| Exercise directions |
Select the lines of the records containing the word "Investigator" and list them.

| Available records |
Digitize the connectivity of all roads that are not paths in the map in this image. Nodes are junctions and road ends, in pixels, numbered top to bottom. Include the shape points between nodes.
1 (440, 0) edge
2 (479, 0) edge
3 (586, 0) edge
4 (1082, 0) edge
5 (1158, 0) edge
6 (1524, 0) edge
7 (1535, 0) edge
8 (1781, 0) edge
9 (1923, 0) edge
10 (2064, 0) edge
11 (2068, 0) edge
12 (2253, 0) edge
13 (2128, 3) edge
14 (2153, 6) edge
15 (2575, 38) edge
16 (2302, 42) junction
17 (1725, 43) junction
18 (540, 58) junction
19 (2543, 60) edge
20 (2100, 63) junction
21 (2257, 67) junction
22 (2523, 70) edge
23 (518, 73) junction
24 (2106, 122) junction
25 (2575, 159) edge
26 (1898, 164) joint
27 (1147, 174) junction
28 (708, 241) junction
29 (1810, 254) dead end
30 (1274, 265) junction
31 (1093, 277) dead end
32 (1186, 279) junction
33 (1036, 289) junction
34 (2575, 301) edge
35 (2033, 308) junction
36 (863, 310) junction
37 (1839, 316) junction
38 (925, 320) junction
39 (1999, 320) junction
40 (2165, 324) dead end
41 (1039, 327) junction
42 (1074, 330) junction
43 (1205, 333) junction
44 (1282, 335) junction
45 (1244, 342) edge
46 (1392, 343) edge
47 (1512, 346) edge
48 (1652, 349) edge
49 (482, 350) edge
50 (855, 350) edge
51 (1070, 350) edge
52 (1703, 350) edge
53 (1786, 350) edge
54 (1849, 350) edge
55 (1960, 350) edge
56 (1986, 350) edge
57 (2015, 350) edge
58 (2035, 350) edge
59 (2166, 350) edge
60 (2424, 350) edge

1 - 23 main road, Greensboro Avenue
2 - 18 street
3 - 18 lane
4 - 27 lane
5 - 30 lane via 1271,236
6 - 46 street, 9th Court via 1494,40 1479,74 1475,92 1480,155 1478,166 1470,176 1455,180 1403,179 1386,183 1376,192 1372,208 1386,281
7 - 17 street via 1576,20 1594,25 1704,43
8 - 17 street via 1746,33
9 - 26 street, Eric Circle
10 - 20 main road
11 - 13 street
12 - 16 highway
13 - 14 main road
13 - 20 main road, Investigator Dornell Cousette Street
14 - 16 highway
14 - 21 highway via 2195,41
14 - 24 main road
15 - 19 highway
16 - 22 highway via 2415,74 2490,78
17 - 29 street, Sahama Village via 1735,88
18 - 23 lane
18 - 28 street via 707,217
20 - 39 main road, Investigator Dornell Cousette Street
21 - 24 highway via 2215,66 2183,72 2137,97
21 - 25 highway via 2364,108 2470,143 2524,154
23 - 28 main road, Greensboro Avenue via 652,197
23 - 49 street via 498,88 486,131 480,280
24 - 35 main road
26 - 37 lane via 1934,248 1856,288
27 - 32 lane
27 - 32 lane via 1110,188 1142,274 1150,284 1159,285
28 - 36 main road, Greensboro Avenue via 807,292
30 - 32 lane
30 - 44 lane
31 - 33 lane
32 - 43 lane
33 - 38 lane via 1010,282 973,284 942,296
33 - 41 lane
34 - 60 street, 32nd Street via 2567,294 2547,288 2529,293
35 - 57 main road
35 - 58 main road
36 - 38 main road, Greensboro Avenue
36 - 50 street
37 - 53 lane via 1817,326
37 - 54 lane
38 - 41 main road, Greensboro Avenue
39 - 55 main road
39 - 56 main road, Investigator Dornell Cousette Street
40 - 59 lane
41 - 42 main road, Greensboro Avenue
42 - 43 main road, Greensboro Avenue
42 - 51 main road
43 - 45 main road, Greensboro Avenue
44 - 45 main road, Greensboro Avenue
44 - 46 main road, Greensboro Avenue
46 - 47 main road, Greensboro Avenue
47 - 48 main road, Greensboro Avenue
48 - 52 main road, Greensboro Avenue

| Your response |
13 - 20 main road, Investigator Dornell Cousette Street
20 - 39 main road, Investigator Dornell Cousette Street
39 - 56 main road, Investigator Dornell Cousette Street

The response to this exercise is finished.